Input data =>
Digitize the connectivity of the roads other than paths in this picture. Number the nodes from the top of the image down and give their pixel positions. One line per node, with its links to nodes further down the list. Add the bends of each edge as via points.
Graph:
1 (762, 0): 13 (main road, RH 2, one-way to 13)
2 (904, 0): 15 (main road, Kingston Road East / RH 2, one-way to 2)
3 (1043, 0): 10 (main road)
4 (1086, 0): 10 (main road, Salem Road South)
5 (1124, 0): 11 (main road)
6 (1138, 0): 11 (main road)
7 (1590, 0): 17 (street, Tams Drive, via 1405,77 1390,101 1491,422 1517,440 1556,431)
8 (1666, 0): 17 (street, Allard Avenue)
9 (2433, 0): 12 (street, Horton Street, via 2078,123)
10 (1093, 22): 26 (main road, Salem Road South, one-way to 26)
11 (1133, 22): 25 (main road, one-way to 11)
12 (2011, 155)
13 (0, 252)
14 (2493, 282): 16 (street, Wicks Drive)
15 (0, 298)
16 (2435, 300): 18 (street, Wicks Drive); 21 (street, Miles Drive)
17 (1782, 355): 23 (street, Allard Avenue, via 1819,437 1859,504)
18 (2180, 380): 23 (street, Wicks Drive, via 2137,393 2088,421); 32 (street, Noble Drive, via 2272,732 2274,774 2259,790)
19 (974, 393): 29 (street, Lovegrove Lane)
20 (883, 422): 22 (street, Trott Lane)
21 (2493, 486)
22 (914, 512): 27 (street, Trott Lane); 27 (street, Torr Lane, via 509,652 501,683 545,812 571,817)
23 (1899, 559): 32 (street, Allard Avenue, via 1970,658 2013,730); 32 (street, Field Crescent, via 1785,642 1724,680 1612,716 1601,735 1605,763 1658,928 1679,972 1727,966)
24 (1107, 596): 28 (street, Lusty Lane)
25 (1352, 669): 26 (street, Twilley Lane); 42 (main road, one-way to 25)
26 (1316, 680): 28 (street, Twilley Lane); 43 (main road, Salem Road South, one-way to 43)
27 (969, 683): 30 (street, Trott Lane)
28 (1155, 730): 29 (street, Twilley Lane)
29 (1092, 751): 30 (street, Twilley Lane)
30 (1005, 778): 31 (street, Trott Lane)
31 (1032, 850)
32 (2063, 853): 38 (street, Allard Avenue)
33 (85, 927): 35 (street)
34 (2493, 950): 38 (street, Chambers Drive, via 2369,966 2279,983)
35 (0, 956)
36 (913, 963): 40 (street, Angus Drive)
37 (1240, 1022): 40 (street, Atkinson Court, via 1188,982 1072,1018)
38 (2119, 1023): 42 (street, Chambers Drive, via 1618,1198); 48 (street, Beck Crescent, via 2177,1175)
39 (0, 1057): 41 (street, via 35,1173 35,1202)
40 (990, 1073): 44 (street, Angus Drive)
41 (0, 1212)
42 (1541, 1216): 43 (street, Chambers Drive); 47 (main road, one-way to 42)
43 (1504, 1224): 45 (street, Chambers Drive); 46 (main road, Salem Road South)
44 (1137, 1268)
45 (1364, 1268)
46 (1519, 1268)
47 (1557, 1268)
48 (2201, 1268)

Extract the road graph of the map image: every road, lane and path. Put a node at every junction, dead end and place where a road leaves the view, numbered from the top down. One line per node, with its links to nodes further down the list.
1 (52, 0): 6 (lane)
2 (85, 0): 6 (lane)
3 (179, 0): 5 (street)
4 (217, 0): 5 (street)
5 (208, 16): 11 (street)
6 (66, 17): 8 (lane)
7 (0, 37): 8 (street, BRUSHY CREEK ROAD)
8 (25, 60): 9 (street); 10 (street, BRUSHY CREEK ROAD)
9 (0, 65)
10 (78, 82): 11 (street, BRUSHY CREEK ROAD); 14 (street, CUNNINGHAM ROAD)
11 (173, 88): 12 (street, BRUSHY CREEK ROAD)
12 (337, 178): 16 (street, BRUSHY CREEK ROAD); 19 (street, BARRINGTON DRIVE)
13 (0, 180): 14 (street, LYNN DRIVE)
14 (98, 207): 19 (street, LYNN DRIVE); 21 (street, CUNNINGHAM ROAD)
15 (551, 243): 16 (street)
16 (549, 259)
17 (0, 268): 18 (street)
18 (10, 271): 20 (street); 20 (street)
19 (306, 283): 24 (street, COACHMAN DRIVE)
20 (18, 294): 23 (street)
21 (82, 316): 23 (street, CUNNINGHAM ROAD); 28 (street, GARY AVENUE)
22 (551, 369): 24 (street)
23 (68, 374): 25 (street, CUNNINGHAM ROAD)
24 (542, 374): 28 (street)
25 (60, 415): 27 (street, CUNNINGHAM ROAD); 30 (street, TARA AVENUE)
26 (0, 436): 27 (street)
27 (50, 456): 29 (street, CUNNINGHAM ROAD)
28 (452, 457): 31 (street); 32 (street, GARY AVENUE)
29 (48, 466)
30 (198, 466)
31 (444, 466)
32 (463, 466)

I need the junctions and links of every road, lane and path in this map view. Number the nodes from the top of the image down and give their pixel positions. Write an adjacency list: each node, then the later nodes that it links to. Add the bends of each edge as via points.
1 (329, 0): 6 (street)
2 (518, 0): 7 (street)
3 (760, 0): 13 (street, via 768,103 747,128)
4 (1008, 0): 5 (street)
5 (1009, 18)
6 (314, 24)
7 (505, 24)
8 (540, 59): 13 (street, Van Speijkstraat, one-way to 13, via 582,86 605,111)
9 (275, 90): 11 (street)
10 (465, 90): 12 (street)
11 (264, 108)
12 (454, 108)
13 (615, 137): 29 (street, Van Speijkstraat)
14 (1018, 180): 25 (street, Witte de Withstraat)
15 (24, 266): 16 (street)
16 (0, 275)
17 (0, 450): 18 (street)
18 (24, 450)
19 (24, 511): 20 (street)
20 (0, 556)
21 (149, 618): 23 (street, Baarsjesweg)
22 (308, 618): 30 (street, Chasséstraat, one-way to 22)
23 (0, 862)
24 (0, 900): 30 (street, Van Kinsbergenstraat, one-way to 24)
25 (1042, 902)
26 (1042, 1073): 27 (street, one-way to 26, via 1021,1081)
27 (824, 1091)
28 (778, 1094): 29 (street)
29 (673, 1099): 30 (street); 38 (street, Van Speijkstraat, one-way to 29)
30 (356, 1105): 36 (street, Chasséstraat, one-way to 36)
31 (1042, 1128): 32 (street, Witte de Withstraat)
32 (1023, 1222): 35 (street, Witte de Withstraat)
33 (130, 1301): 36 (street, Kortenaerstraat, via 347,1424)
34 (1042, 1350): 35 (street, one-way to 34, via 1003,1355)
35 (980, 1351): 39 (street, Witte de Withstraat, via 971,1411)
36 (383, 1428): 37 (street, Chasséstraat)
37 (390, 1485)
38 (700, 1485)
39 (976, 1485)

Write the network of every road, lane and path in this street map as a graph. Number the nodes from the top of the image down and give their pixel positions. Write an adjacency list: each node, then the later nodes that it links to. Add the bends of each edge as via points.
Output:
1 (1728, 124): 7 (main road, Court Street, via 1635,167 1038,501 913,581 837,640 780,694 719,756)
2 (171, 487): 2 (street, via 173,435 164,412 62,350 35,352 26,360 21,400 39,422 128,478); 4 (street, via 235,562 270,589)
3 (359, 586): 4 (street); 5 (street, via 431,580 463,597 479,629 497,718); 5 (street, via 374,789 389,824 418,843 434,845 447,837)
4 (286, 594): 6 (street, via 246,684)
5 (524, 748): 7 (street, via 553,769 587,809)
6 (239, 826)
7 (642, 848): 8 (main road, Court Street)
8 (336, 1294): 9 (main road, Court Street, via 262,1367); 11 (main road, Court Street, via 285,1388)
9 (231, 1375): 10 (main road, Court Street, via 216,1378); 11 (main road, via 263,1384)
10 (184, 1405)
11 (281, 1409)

Work to complete => Type the data out again, exactly.

Reply =>
Digitize the connectivity of the roads other than paths in this picture. Number the nodes from the top of the image down and give their pixel positions. One line per node, with its links to nodes further down the list. Add the bends of each edge as via points.
Graph:
1 (762, 0): 13 (main road, RH 2, one-way to 13)
2 (904, 0): 15 (main road, Kingston Road East / RH 2, one-way to 2)
3 (1043, 0): 10 (main road)
4 (1086, 0): 10 (main road, Salem Road South)
5 (1124, 0): 11 (main road)
6 (1138, 0): 11 (main road)
7 (1590, 0): 17 (street, Tams Drive, via 1405,77 1390,101 1491,422 1517,440 1556,431)
8 (1666, 0): 17 (street, Allard Avenue)
9 (2433, 0): 12 (street, Horton Street, via 2078,123)
10 (1093, 22): 26 (main road, Salem Road South, one-way to 26)
11 (1133, 22): 25 (main road, one-way to 11)
12 (2011, 155)
13 (0, 252)
14 (2493, 282): 16 (street, Wicks Drive)
15 (0, 298)
16 (2435, 300): 18 (street, Wicks Drive); 21 (street, Miles Drive)
17 (1782, 355): 23 (street, Allard Avenue, via 1819,437 1859,504)
18 (2180, 380): 23 (street, Wicks Drive, via 2137,393 2088,421); 32 (street, Noble Drive, via 2272,732 2274,774 2259,790)
19 (974, 393): 29 (street, Lovegrove Lane)
20 (883, 422): 22 (street, Trott Lane)
21 (2493, 486)
22 (914, 512): 27 (street, Trott Lane); 27 (street, Torr Lane, via 509,652 501,683 545,812 571,817)
23 (1899, 559): 32 (street, Allard Avenue, via 1970,658 2013,730); 32 (street, Field Crescent, via 1785,642 1724,680 1612,716 1601,735 1605,763 1658,928 1679,972 1727,966)
24 (1107, 596): 28 (street, Lusty Lane)
25 (1352, 669): 26 (street, Twilley Lane); 42 (main road, one-way to 25)
26 (1316, 680): 28 (street, Twilley Lane); 43 (main road, Salem Road South, one-way to 43)
27 (969, 683): 30 (street, Trott Lane)
28 (1155, 730): 29 (street, Twilley Lane)
29 (1092, 751): 30 (street, Twilley Lane)
30 (1005, 778): 31 (street, Trott Lane)
31 (1032, 850)
32 (2063, 853): 38 (street, Allard Avenue)
33 (85, 927): 35 (street)
34 (2493, 950): 38 (street, Chambers Drive, via 2369,966 2279,983)
35 (0, 956)
36 (913, 963): 40 (street, Angus Drive)
37 (1240, 1022): 40 (street, Atkinson Court, via 1188,982 1072,1018)
38 (2119, 1023): 42 (street, Chambers Drive, via 1618,1198); 48 (street, Beck Crescent, via 2177,1175)
39 (0, 1057): 41 (street, via 35,1173 35,1202)
40 (990, 1073): 44 (street, Angus Drive)
41 (0, 1212)
42 (1541, 1216): 43 (street, Chambers Drive); 47 (main road, one-way to 42)
43 (1504, 1224): 45 (street, Chambers Drive); 46 (main road, Salem Road South)
44 (1137, 1268)
45 (1364, 1268)
46 (1519, 1268)
47 (1557, 1268)
48 (2201, 1268)

Extract the road graph of the map image: every road, lane and path. Put a node at every junction, dead end and place where a road leaves the view, numbered from the top down. One line per node, with its links to nodes further down the list.
1 (52, 0): 6 (lane)
2 (85, 0): 6 (lane)
3 (179, 0): 5 (street)
4 (217, 0): 5 (street)
5 (208, 16): 11 (street)
6 (66, 17): 8 (lane)
7 (0, 37): 8 (street, BRUSHY CREEK ROAD)
8 (25, 60): 9 (street); 10 (street, BRUSHY CREEK ROAD)
9 (0, 65)
10 (78, 82): 11 (street, BRUSHY CREEK ROAD); 14 (street, CUNNINGHAM ROAD)
11 (173, 88): 12 (street, BRUSHY CREEK ROAD)
12 (337, 178): 16 (street, BRUSHY CREEK ROAD); 19 (street, BARRINGTON DRIVE)
13 (0, 180): 14 (street, LYNN DRIVE)
14 (98, 207): 19 (street, LYNN DRIVE); 21 (street, CUNNINGHAM ROAD)
15 (551, 243): 16 (street)
16 (549, 259)
17 (0, 268): 18 (street)
18 (10, 271): 20 (street); 20 (street)
19 (306, 283): 24 (street, COACHMAN DRIVE)
20 (18, 294): 23 (street)
21 (82, 316): 23 (street, CUNNINGHAM ROAD); 28 (street, GARY AVENUE)
22 (551, 369): 24 (street)
23 (68, 374): 25 (street, CUNNINGHAM ROAD)
24 (542, 374): 28 (street)
25 (60, 415): 27 (street, CUNNINGHAM ROAD); 30 (street, TARA AVENUE)
26 (0, 436): 27 (street)
27 (50, 456): 29 (street, CUNNINGHAM ROAD)
28 (452, 457): 31 (street); 32 (street, GARY AVENUE)
29 (48, 466)
30 (198, 466)
31 (444, 466)
32 (463, 466)

I need the junctions and links of every road, lane and path in this map view. Number the nodes from the top of the image down and give their pixel positions. Write an adjacency list: each node, then the later nodes that it links to. Add the bends of each edge as via points.
1 (329, 0): 6 (street)
2 (518, 0): 7 (street)
3 (760, 0): 13 (street, via 768,103 747,128)
4 (1008, 0): 5 (street)
5 (1009, 18)
6 (314, 24)
7 (505, 24)
8 (540, 59): 13 (street, Van Speijkstraat, one-way to 13, via 582,86 605,111)
9 (275, 90): 11 (street)
10 (465, 90): 12 (street)
11 (264, 108)
12 (454, 108)
13 (615, 137): 29 (street, Van Speijkstraat)
14 (1018, 180): 25 (street, Witte de Withstraat)
15 (24, 266): 16 (street)
16 (0, 275)
17 (0, 450): 18 (street)
18 (24, 450)
19 (24, 511): 20 (street)
20 (0, 556)
21 (149, 618): 23 (street, Baarsjesweg)
22 (308, 618): 30 (street, Chasséstraat, one-way to 22)
23 (0, 862)
24 (0, 900): 30 (street, Van Kinsbergenstraat, one-way to 24)
25 (1042, 902)
26 (1042, 1073): 27 (street, one-way to 26, via 1021,1081)
27 (824, 1091)
28 (778, 1094): 29 (street)
29 (673, 1099): 30 (street); 38 (street, Van Speijkstraat, one-way to 29)
30 (356, 1105): 36 (street, Chasséstraat, one-way to 36)
31 (1042, 1128): 32 (street, Witte de Withstraat)
32 (1023, 1222): 35 (street, Witte de Withstraat)
33 (130, 1301): 36 (street, Kortenaerstraat, via 347,1424)
34 (1042, 1350): 35 (street, one-way to 34, via 1003,1355)
35 (980, 1351): 39 (street, Witte de Withstraat, via 971,1411)
36 (383, 1428): 37 (street, Chasséstraat)
37 (390, 1485)
38 (700, 1485)
39 (976, 1485)

Write the network of every road, lane and path in this street map as a graph. Number the nodes from the top of the image down and give their pixel positions. Write an adjacency list: each node, then the later nodes that it links to. Add the bends of each edge as via points.
Output:
1 (1728, 124): 7 (main road, Court Street, via 1635,167 1038,501 913,581 837,640 780,694 719,756)
2 (171, 487): 2 (street, via 173,435 164,412 62,350 35,352 26,360 21,400 39,422 128,478); 4 (street, via 235,562 270,589)
3 (359, 586): 4 (street); 5 (street, via 431,580 463,597 479,629 497,718); 5 (street, via 374,789 389,824 418,843 434,845 447,837)
4 (286, 594): 6 (street, via 246,684)
5 (524, 748): 7 (street, via 553,769 587,809)
6 (239, 826)
7 (642, 848): 8 (main road, Court Street)
8 (336, 1294): 9 (main road, Court Street, via 262,1367); 11 (main road, Court Street, via 285,1388)
9 (231, 1375): 10 (main road, Court Street, via 216,1378); 11 (main road, via 263,1384)
10 (184, 1405)
11 (281, 1409)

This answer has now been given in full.